DATA FOR ANALYSIS -
———

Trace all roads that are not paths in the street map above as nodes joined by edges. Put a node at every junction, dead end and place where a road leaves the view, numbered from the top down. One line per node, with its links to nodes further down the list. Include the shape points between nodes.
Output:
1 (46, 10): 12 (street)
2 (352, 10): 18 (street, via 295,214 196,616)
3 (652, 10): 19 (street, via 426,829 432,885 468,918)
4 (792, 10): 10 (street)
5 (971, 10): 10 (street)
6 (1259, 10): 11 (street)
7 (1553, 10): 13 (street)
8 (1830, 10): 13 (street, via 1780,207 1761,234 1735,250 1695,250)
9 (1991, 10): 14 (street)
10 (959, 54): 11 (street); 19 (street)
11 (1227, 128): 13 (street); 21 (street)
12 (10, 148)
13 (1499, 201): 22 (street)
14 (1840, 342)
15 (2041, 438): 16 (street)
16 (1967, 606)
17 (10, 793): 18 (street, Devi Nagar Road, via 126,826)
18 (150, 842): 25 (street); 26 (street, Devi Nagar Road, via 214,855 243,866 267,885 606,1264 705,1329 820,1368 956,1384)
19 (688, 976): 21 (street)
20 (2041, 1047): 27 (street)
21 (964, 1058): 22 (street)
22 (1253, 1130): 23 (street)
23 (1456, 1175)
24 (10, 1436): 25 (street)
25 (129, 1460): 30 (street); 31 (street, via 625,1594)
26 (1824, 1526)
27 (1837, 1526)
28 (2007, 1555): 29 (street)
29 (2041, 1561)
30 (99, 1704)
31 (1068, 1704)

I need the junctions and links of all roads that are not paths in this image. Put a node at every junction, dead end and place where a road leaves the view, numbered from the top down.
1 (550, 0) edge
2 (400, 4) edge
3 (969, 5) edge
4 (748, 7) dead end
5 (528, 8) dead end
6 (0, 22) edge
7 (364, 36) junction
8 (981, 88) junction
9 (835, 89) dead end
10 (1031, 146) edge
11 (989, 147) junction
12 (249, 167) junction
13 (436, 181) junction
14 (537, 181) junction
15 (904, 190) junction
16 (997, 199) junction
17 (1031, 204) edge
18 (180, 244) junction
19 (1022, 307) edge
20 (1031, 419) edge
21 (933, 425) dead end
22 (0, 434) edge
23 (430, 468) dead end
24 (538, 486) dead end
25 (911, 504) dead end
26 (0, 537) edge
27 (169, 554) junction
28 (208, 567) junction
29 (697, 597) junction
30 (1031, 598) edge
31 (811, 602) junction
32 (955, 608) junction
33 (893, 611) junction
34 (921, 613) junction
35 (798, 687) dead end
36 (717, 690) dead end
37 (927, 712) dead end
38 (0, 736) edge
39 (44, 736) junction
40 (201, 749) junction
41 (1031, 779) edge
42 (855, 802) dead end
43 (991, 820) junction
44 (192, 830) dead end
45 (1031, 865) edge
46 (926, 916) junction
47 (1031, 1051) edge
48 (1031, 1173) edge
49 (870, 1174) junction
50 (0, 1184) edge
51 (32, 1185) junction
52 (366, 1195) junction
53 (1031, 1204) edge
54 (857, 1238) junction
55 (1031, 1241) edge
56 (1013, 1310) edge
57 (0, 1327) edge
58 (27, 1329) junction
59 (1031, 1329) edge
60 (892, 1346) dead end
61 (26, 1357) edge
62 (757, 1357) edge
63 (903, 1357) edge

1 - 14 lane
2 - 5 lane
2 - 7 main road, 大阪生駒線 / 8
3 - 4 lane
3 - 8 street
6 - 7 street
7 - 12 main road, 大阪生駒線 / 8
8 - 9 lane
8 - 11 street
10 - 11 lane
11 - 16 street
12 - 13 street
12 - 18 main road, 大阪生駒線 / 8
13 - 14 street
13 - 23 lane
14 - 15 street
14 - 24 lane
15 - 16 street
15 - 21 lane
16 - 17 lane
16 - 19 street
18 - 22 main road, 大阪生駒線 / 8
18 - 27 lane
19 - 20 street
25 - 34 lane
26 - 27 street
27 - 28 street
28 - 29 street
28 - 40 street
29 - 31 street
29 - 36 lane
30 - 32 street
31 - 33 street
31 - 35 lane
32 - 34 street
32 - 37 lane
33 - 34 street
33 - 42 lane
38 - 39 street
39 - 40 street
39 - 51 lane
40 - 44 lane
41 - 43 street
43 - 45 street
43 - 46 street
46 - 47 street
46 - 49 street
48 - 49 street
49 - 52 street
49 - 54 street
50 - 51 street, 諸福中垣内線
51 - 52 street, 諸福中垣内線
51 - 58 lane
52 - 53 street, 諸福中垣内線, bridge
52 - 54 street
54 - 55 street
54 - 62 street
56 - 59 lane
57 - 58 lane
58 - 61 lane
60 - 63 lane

———

Please output the complete data exactly.

EXERCISE RESPONSE -
Trace all roads that are not paths in the street map above as nodes joined by edges. Put a node at every junction, dead end and place where a road leaves the view, numbered from the top down. One line per node, with its links to nodes further down the list. Include the shape points between nodes.
Output:
1 (46, 10): 12 (street)
2 (352, 10): 18 (street, via 295,214 196,616)
3 (652, 10): 19 (street, via 426,829 432,885 468,918)
4 (792, 10): 10 (street)
5 (971, 10): 10 (street)
6 (1259, 10): 11 (street)
7 (1553, 10): 13 (street)
8 (1830, 10): 13 (street, via 1780,207 1761,234 1735,250 1695,250)
9 (1991, 10): 14 (street)
10 (959, 54): 11 (street); 19 (street)
11 (1227, 128): 13 (street); 21 (street)
12 (10, 148)
13 (1499, 201): 22 (street)
14 (1840, 342)
15 (2041, 438): 16 (street)
16 (1967, 606)
17 (10, 793): 18 (street, Devi Nagar Road, via 126,826)
18 (150, 842): 25 (street); 26 (street, Devi Nagar Road, via 214,855 243,866 267,885 606,1264 705,1329 820,1368 956,1384)
19 (688, 976): 21 (street)
20 (2041, 1047): 27 (street)
21 (964, 1058): 22 (street)
22 (1253, 1130): 23 (street)
23 (1456, 1175)
24 (10, 1436): 25 (street)
25 (129, 1460): 30 (street); 31 (street, via 625,1594)
26 (1824, 1526)
27 (1837, 1526)
28 (2007, 1555): 29 (street)
29 (2041, 1561)
30 (99, 1704)
31 (1068, 1704)

I need the junctions and links of all roads that are not paths in this image. Put a node at every junction, dead end and place where a road leaves the view, numbered from the top down.
1 (550, 0) edge
2 (400, 4) edge
3 (969, 5) edge
4 (748, 7) dead end
5 (528, 8) dead end
6 (0, 22) edge
7 (364, 36) junction
8 (981, 88) junction
9 (835, 89) dead end
10 (1031, 146) edge
11 (989, 147) junction
12 (249, 167) junction
13 (436, 181) junction
14 (537, 181) junction
15 (904, 190) junction
16 (997, 199) junction
17 (1031, 204) edge
18 (180, 244) junction
19 (1022, 307) edge
20 (1031, 419) edge
21 (933, 425) dead end
22 (0, 434) edge
23 (430, 468) dead end
24 (538, 486) dead end
25 (911, 504) dead end
26 (0, 537) edge
27 (169, 554) junction
28 (208, 567) junction
29 (697, 597) junction
30 (1031, 598) edge
31 (811, 602) junction
32 (955, 608) junction
33 (893, 611) junction
34 (921, 613) junction
35 (798, 687) dead end
36 (717, 690) dead end
37 (927, 712) dead end
38 (0, 736) edge
39 (44, 736) junction
40 (201, 749) junction
41 (1031, 779) edge
42 (855, 802) dead end
43 (991, 820) junction
44 (192, 830) dead end
45 (1031, 865) edge
46 (926, 916) junction
47 (1031, 1051) edge
48 (1031, 1173) edge
49 (870, 1174) junction
50 (0, 1184) edge
51 (32, 1185) junction
52 (366, 1195) junction
53 (1031, 1204) edge
54 (857, 1238) junction
55 (1031, 1241) edge
56 (1013, 1310) edge
57 (0, 1327) edge
58 (27, 1329) junction
59 (1031, 1329) edge
60 (892, 1346) dead end
61 (26, 1357) edge
62 (757, 1357) edge
63 (903, 1357) edge

1 - 14 lane
2 - 5 lane
2 - 7 main road, 大阪生駒線 / 8
3 - 4 lane
3 - 8 street
6 - 7 street
7 - 12 main road, 大阪生駒線 / 8
8 - 9 lane
8 - 11 street
10 - 11 lane
11 - 16 street
12 - 13 street
12 - 18 main road, 大阪生駒線 / 8
13 - 14 street
13 - 23 lane
14 - 15 street
14 - 24 lane
15 - 16 street
15 - 21 lane
16 - 17 lane
16 - 19 street
18 - 22 main road, 大阪生駒線 / 8
18 - 27 lane
19 - 20 street
25 - 34 lane
26 - 27 street
27 - 28 street
28 - 29 street
28 - 40 street
29 - 31 street
29 - 36 lane
30 - 32 street
31 - 33 street
31 - 35 lane
32 - 34 street
32 - 37 lane
33 - 34 street
33 - 42 lane
38 - 39 street
39 - 40 street
39 - 51 lane
40 - 44 lane
41 - 43 street
43 - 45 street
43 - 46 street
46 - 47 street
46 - 49 street
48 - 49 street
49 - 52 street
49 - 54 street
50 - 51 street, 諸福中垣内線
51 - 52 street, 諸福中垣内線
51 - 58 lane
52 - 53 street, 諸福中垣内線, bridge
52 - 54 street
54 - 55 street
54 - 62 street
56 - 59 lane
57 - 58 lane
58 - 61 lane
60 - 63 lane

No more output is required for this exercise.